It's all right, take your time
/The Boston Herald
BEVERLY BECKHAM
It's my daughter Lauren's analogy, not mine.
"I don't know what to write for New Year's," I told her.
"Write about being the last bird," she said.
I knew instantly what she meant. The last bird. The one struggling to keep up with all the rest who fly so effortlessly in formation, and zig-zag from left to right as smoothly as a singer climbs and descends a scale.
All except the last bird. He's usually off on a tree catching his breath. He's usually meandering to the left when the rest of the gang has veered right. He's usually struggling to keep up, like the last dancer in a chorus line. He isn't committed enough; he isn't dedicated. He's like the youngest Fighting Sullivan, always screaming "Hey, guys, wait for me."
"When you're watching birds fly, which do you most identify with?" my daughter asked.
The last bird, of course. The straggler who can't seem to get his act straight.
"Isn't that amazing," she said. "So do I."
All the other birds seem to know what they're doing, seem connected by some invisible thread. There they are swooping down on a telephone line, landing and sitting still as stuffed birds, all but the last one who comes huffing and puffing in.
There they are riding some invisible roller coaster, up and down the sky, in blissful unison, all except for the last, which bobs along on some erratic course of it own.
I imagine this bird yearns to keep up. I imagine he berates himself for not being as disciplined as the rest. I imagine he gives himself morning pep talks, saying things like, "Okay, it's a new day. Today you will fly as fast as you can. Today you will keep your eyes focused on what's in front of you. Today you will not go off chasing rainbows. You will do what's expected."
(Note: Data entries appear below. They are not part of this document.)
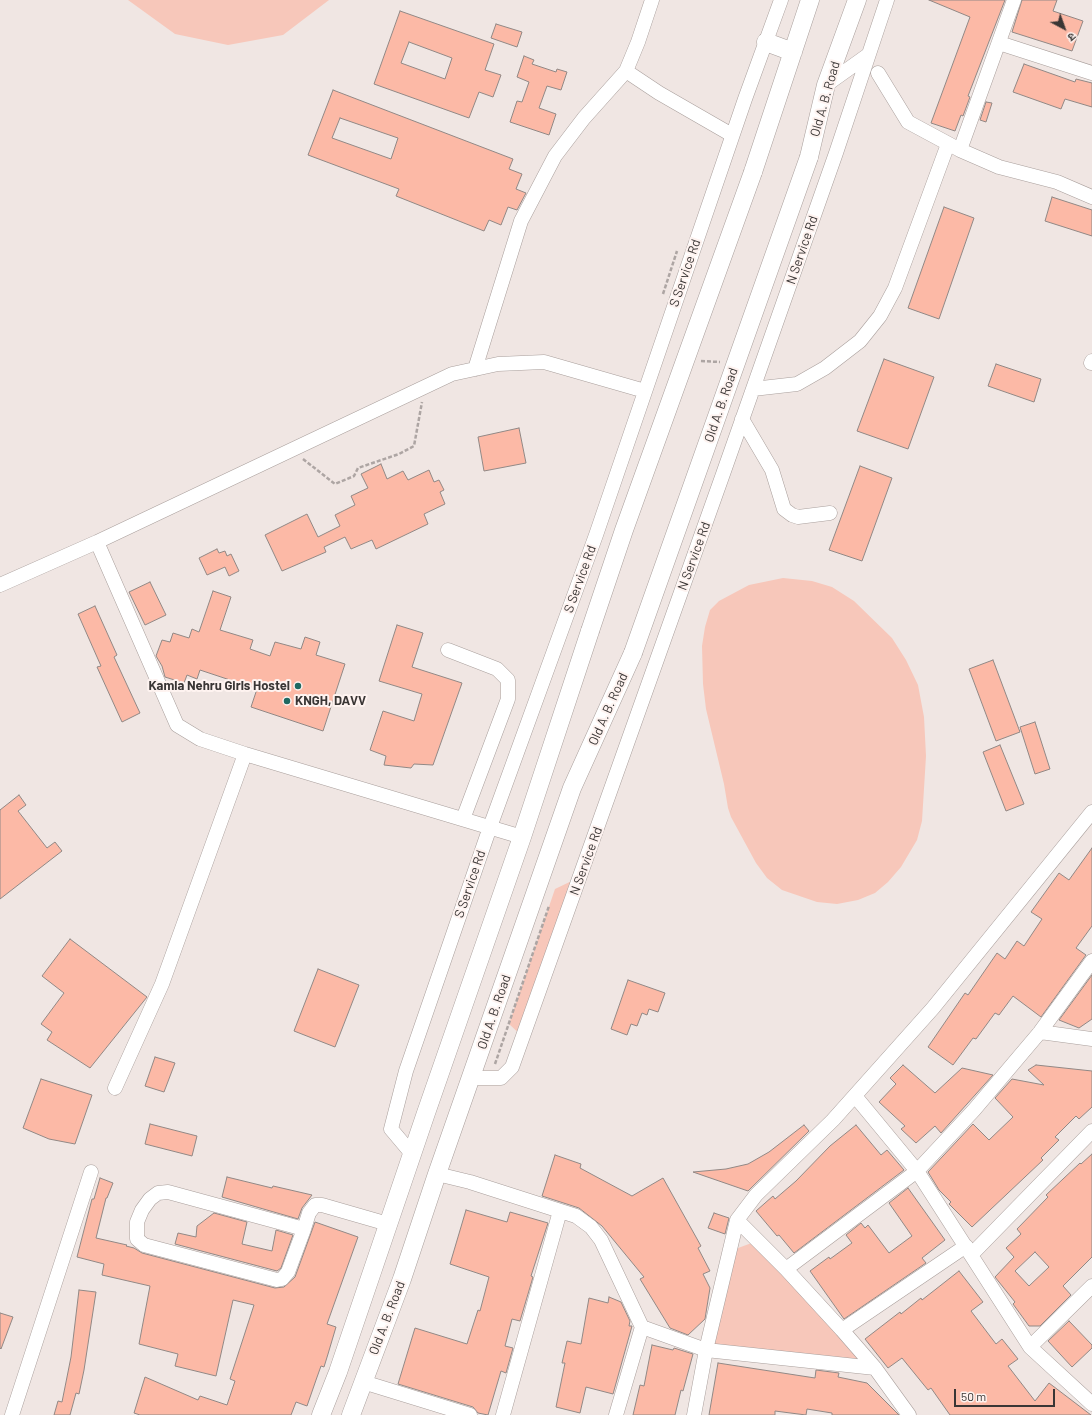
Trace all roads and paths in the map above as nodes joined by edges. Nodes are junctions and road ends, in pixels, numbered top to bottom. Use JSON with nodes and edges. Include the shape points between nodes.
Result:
{"nodes":[{"id":1,"x":652,"y":0,"type":"edge"},
{"id":2,"x":781,"y":0,"type":"edge"},
{"id":3,"x":810,"y":0,"type":"edge"},
{"id":4,"x":857,"y":0,"type":"edge"},
{"id":5,"x":887,"y":0,"type":"edge"},
{"id":6,"x":1014,"y":0,"type":"edge"},
{"id":7,"x":766,"y":42,"type":"junction"},
{"id":8,"x":999,"y":43,"type":"junction"},
{"id":9,"x":793,"y":52,"type":"junction"},
{"id":10,"x":868,"y":56,"type":"junction"},
{"id":11,"x":626,"y":71,"type":"junction"},
{"id":12,"x":878,"y":73,"type":"dead end"},
{"id":13,"x":1092,"y":73,"type":"edge"},
{"id":14,"x":826,"y":85,"type":"junction"},
{"id":15,"x":732,"y":135,"type":"junction"},
{"id":16,"x":948,"y":144,"type":"junction"},
{"id":17,"x":960,"y":150,"type":"junction"},
{"id":18,"x":1092,"y":197,"type":"edge"},
{"id":19,"x":701,"y":361,"type":"dead end"},
{"id":20,"x":720,"y":362,"type":"dead end"},
{"id":21,"x":475,"y":369,"type":"junction"},
{"id":22,"x":424,"y":388,"type":"junction"},
{"id":23,"x":753,"y":389,"type":"junction"},
{"id":24,"x":645,"y":391,"type":"junction"},
{"id":25,"x":742,"y":419,"type":"junction"},
{"id":26,"x":292,"y":450,"type":"junction"},
{"id":27,"x":830,"y":513,"type":"dead end"},
{"id":28,"x":96,"y":542,"type":"junction"},
{"id":29,"x":0,"y":585,"type":"edge"},
{"id":30,"x":448,"y":650,"type":"dead end"},
{"id":31,"x":245,"y":754,"type":"junction"},
{"id":32,"x":1092,"y":812,"type":"edge"},
{"id":33,"x":463,"y":819,"type":"junction"},
{"id":34,"x":490,"y":827,"type":"junction"},
{"id":35,"x":522,"y":837,"type":"junction"},
{"id":36,"x":1092,"y":961,"type":"edge"},
{"id":37,"x":1040,"y":1032,"type":"junction"},
{"id":38,"x":1092,"y":1039,"type":"edge"},
{"id":39,"x":471,"y":1078,"type":"junction"},
{"id":40,"x":115,"y":1088,"type":"dead end"},
{"id":41,"x":855,"y":1096,"type":"junction"},
{"id":42,"x":1092,"y":1131,"type":"edge"},
{"id":43,"x":412,"y":1154,"type":"junction"},
{"id":44,"x":917,"y":1171,"type":"junction"},
{"id":45,"x":91,"y":1172,"type":"dead end"},
{"id":46,"x":437,"y":1174,"type":"junction"},
{"id":47,"x":560,"y":1211,"type":"junction"},
{"id":48,"x":737,"y":1220,"type":"junction"},
{"id":49,"x":388,"y":1224,"type":"junction"},
{"id":50,"x":304,"y":1229,"type":"junction"},
{"id":51,"x":968,"y":1250,"type":"junction"},
{"id":52,"x":786,"y":1269,"type":"junction"},
{"id":53,"x":1092,"y":1286,"type":"edge"},
{"id":54,"x":642,"y":1327,"type":"junction"},
{"id":55,"x":842,"y":1330,"type":"junction"},
{"id":56,"x":1030,"y":1347,"type":"junction"},
{"id":57,"x":706,"y":1350,"type":"junction"},
{"id":58,"x":875,"y":1368,"type":"junction"},
{"id":59,"x":363,"y":1382,"type":"junction"},
{"id":60,"x":1092,"y":1404,"type":"edge"},
{"id":61,"x":12,"y":1415,"type":"edge"},
{"id":62,"x":321,"y":1415,"type":"edge"},
{"id":63,"x":351,"y":1415,"type":"edge"},
{"id":64,"x":470,"y":1415,"type":"edge"},
{"id":65,"x":503,"y":1415,"type":"edge"},
{"id":66,"x":616,"y":1415,"type":"edge"},
{"id":67,"x":694,"y":1415,"type":"edge"},
{"id":68,"x":909,"y":1415,"type":"edge"}],
"edges":[{"from":1,"to":11,"type":"street"},
{"from":2,"to":7,"type":"street","name":"S Service Rd"},
{"from":3,"to":9,"type":"main road"},
{"from":4,"to":14,"type":"main road","name":"Old A. B. Road"},
{"from":5,"to":10,"type":"street","name":"N Service Rd"},
{"from":6,"to":8,"type":"street"},
{"from":7,"to":9,"type":"main road"},
{"from":7,"to":15,"type":"street","name":"S Service Rd"},
{"from":8,"to":13,"type":"street"},
{"from":8,"to":17,"type":"street"},
{"from":9,"to":35,"type":"main road","bridge":true,"via":[[753,172],[624,530]]},
{"from":10,"to":14,"type":"street"},
{"from":10,"to":23,"type":"street","name":"N Service Rd"},
{"from":11,"to":15,"type":"street"},
{"from":11,"to":21,"type":"street","via":[[584,118],[555,156],[521,221]]},
{"from":12,"to":16,"type":"street","via":[[908,122]]},
{"from":14,"to":39,"type":"main road","name":"Old A. B. Road","bridge":true,"via":[[809,157],[633,653],[572,788]]},
{"from":15,"to":24,"type":"street","name":"S Service Rd"},
{"from":16,"to":17,"type":"street"},
{"from":16,"to":23,"type":"street","via":[[895,288],[880,316],[860,341],[825,368],[797,384]]},
{"from":17,"to":18,"type":"street","via":[[999,167],[1056,182]]},
{"from":19,"to":20,"type":"path"},
{"from":21,"to":22,"type":"street","via":[[452,374]]},
{"from":21,"to":24,"type":"street","via":[[498,364],[544,362]]},
{"from":22,"to":26,"type":"street"},
{"from":22,"to":26,"type":"path","via":[[414,446],[358,468],[354,476],[335,484]]},
{"from":23,"to":25,"type":"street","name":"N Service Rd"},
{"from":24,"to":34,"type":"street","name":"S Service Rd","via":[[596,535]]},
{"from":25,"to":27,"type":"street","via":[[772,470],[784,509],[792,516],[798,517]]},
{"from":25,"to":39,"type":"street","name":"N Service Rd","via":[[512,1067],[501,1078]]},
{"from":26,"to":28,"type":"street"},
{"from":28,"to":29,"type":"street"},
{"from":28,"to":31,"type":"street","via":[[177,726],[200,739]]},
{"from":30,"to":33,"type":"street","via":[[497,669],[508,680],[508,699]]},
{"from":31,"to":33,"type":"street"},
{"from":31,"to":40,"type":"street","via":[[162,984]]},
{"from":32,"to":41,"type":"street","via":[[933,1008]]},
{"from":33,"to":34,"type":"street"},
{"from":34,"to":35,"type":"street"},
{"from":34,"to":43,"type":"street","name":"S Service Rd","via":[[406,1071],[391,1128]]},
{"from":35,"to":43,"type":"main road"},
{"from":36,"to":37,"type":"street"},
{"from":37,"to":38,"type":"street"},
{"from":37,"to":44,"type":"street","via":[[974,1110]]},
{"from":39,"to":46,"type":"main road","name":"Old A. B. Road"},
{"from":41,"to":44,"type":"street"},
{"from":41,"to":48,"type":"street","via":[[756,1195]]},
{"from":42,"to":51,"type":"street"},
{"from":43,"to":49,"type":"main road"},
{"from":44,"to":51,"type":"street"},
{"from":44,"to":52,"type":"street"},
{"from":45,"to":61,"type":"street"},
{"from":46,"to":47,"type":"street"},
{"from":46,"to":59,"type":"main road","name":"Old A. B. Road","via":[[402,1279]]},
{"from":47,"to":54,"type":"street","via":[[576,1216],[591,1227],[601,1240]]},
{"from":47,"to":65,"type":"street"},
{"from":48,"to":52,"type":"street"},
{"from":48,"to":57,"type":"street"},
{"from":49,"to":50,"type":"street","via":[[322,1205],[312,1208]]},
{"from":49,"to":62,"type":"main road"},
{"from":50,"to":50,"type":"street","via":[[168,1192],[158,1193],[142,1210],[137,1239],[144,1245],[277,1280],[282,1279],[288,1272]]},
{"from":51,"to":55,"type":"street"},
{"from":51,"to":56,"type":"street"},
{"from":52,"to":55,"type":"street"},
{"from":53,"to":56,"type":"street"},
{"from":54,"to":57,"type":"street"},
{"from":54,"to":66,"type":"street"},
{"from":55,"to":58,"type":"street"},
{"from":56,"to":60,"type":"street"},
{"from":57,"to":58,"type":"street"},
{"from":57,"to":67,"type":"street"},
{"from":58,"to":68,"type":"street"},
{"from":59,"to":63,"type":"main road","name":"Old A. B. Road"},
{"from":59,"to":64,"type":"street"}]}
But then something diverts him. An old friend is perched on a tree and he detours a bit to talk; something pokes out of what should be rock, something green and leggy and he stops to inspect. He hears wind rushing by, smells the fragrance of a rain-soaked field, tastes the cold of a winter's day. He pauses, lingers, inhales, absorbs, enjoys.
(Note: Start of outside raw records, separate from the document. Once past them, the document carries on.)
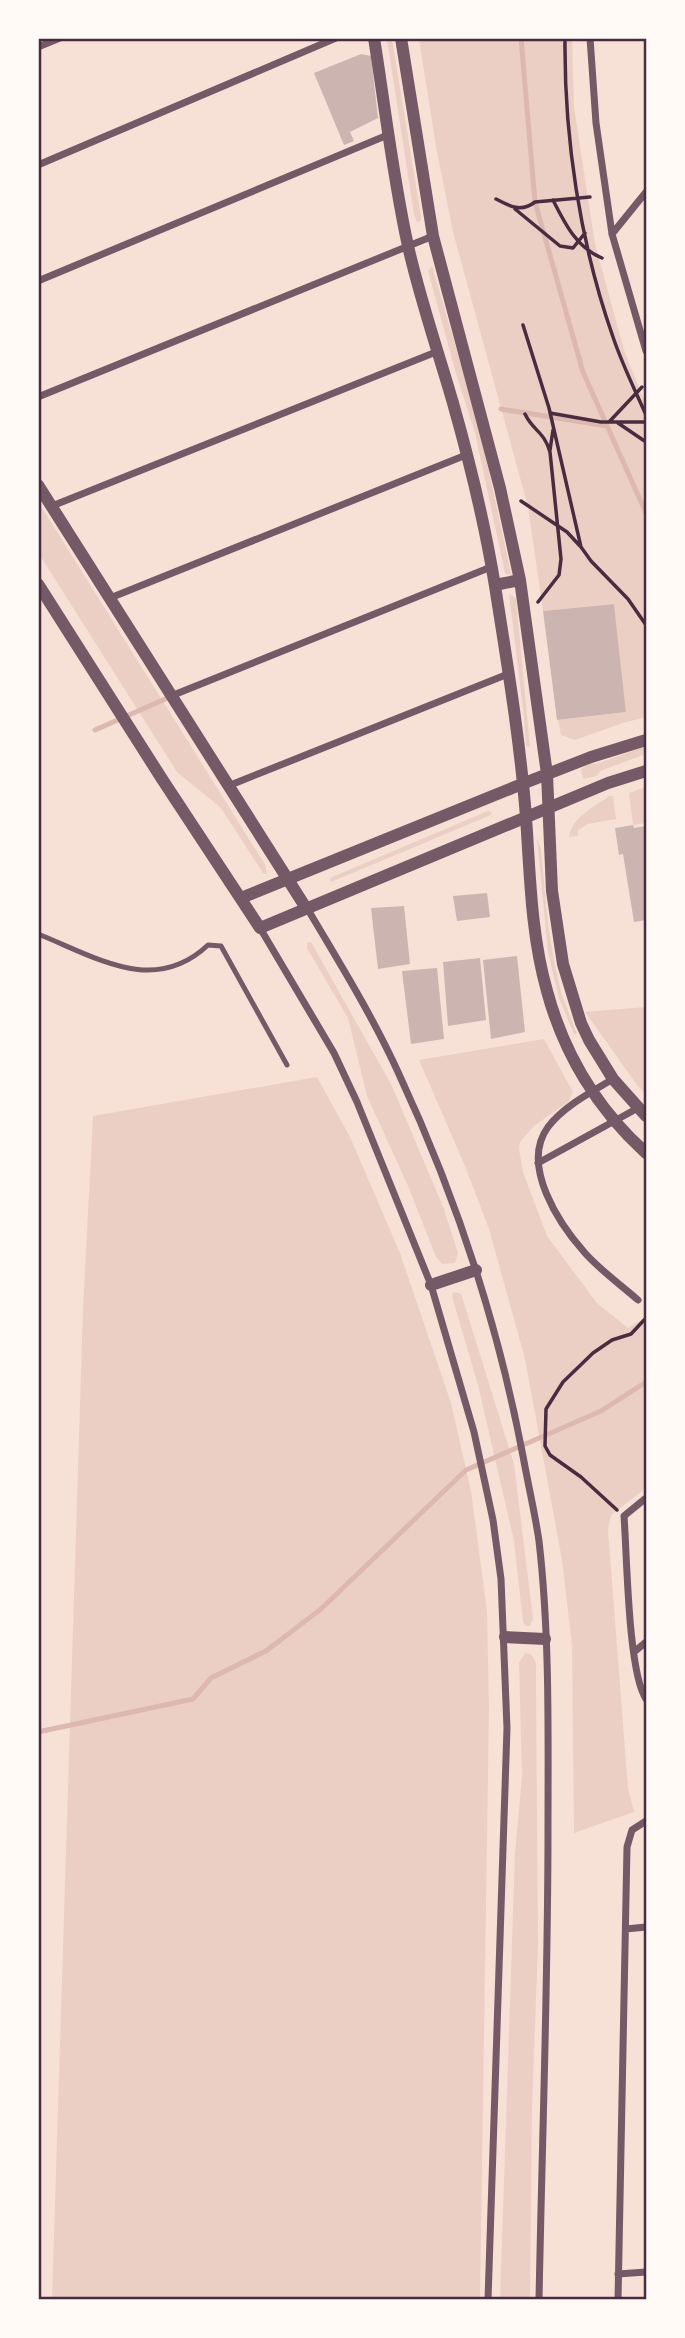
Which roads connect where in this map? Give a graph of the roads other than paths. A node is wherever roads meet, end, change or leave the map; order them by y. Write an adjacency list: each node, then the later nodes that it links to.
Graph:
1 (60, 38): 6 (street)
2 (337, 38): 9 (street)
3 (374, 38): 8 (street)
4 (401, 38): 12 (street)
5 (590, 38): 11 (street)
6 (45, 41): 7 (street)
7 (38, 47)
8 (390, 134): 13 (street); 14 (street)
9 (38, 165)
10 (646, 192): 11 (street)
11 (612, 234): 15 (street)
12 (432, 236): 13 (street); 22 (street)
13 (408, 245): 16 (street); 17 (street)
14 (38, 281)
15 (646, 351)
16 (436, 352): 18 (street); 20 (street)
17 (38, 397)
18 (466, 455): 21 (street); 25 (street)
19 (38, 485): 20 (street)
20 (51, 506): 25 (street)
21 (491, 567): 24 (street); 27 (street)
22 (520, 580): 24 (street); 30 (street)
23 (38, 584): 36 (street)
24 (495, 585): 26 (street)
25 (110, 598): 27 (street)
26 (508, 674): 31 (street); 32 (street)
27 (171, 696): 32 (street)
28 (646, 740): 30 (street)
29 (646, 771): 33 (street)
30 (547, 774): 31 (street); 33 (street)
31 (522, 783): 34 (street); 35 (street)
32 (228, 786): 35 (street)
33 (550, 808): 34 (street); 40 (street)
34 (526, 817): 37 (street); 41 (street)
35 (286, 879): 36 (street); 37 (street)
36 (242, 898): 38 (street)
37 (306, 908): 38 (street); 49 (street)
38 (260, 928): 50 (street)
39 (38, 934): 42 (lane)
40 (589, 1040): 41 (street); 43 (street)
41 (568, 1049): 44 (street)
42 (287, 1065)
43 (613, 1079): 44 (street); 45 (street)
44 (592, 1092): 46 (street); 48 (street)
45 (642, 1112): 46 (street)
46 (613, 1121): 47 (street); 48 (street)
47 (646, 1153)
48 (538, 1163): 51 (street)
49 (476, 1270): 50 (street); 54 (street)
50 (431, 1285): 53 (street)
51 (638, 1300)
52 (646, 1498): 56 (street)
53 (505, 1637): 54 (street); 63 (street)
54 (545, 1639): 64 (street)
55 (646, 1642): 56 (street)
56 (634, 1651): 57 (street)
57 (646, 1699)
58 (646, 1821): 60 (street)
59 (646, 1927): 60 (street)
60 (626, 1929): 62 (street)
61 (646, 2272): 62 (street)
62 (618, 2274): 65 (street)
63 (488, 2300)
64 (539, 2300)
65 (618, 2300)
What's everyone in such a rush for anyway, the last bird thinks. Everyone is so purposeful, poised, punctual, like nuns at vespers, like men carrying briefcases. But is this poise necessary? What is its purpose? To get where they're going faster? To keep everyone together? To follow the leader now and forever?
Now and forever, it's what we do: Follow the leader. Rush. Race. Hurry. Set goals. Set limits. That's what we're doing now. That's what New Year's and New Year's resolutions are really about.
Assessing. Realigning. Promising to do more. Standing on the mark and saying, ready, set, go. Vowing to be, if not a leader in this new year, at least one of the birds who flies straight, who stays his course.
To stay the course I must exercise more and read a book a week and answer the mail when it arrives and write thank-you notes and send birthday cards on time (no more belated for me) and cook once in a while and balance my checkbook and fold the clothes when the dryer buzzes and not wait until December to begin Christmas shopping.
This is what I think I should do. These are the resolutions I always make.
And never keep.
Because I am the last bird. Because I dally. Because I daydream. Because life lures and I follow. Not all the time, of course, but sometimes.
Maybe it's necessary to be last sometimes, to slow down, to look around, to enjoy, to set your own pace. In the end, all the birds arrive at the same place anyway. Eventually, even the last bird catches up. So why not linger a little doing the things you most enjoy? Why not look around and delight in this trip called life instead of focusing on some imposed destination?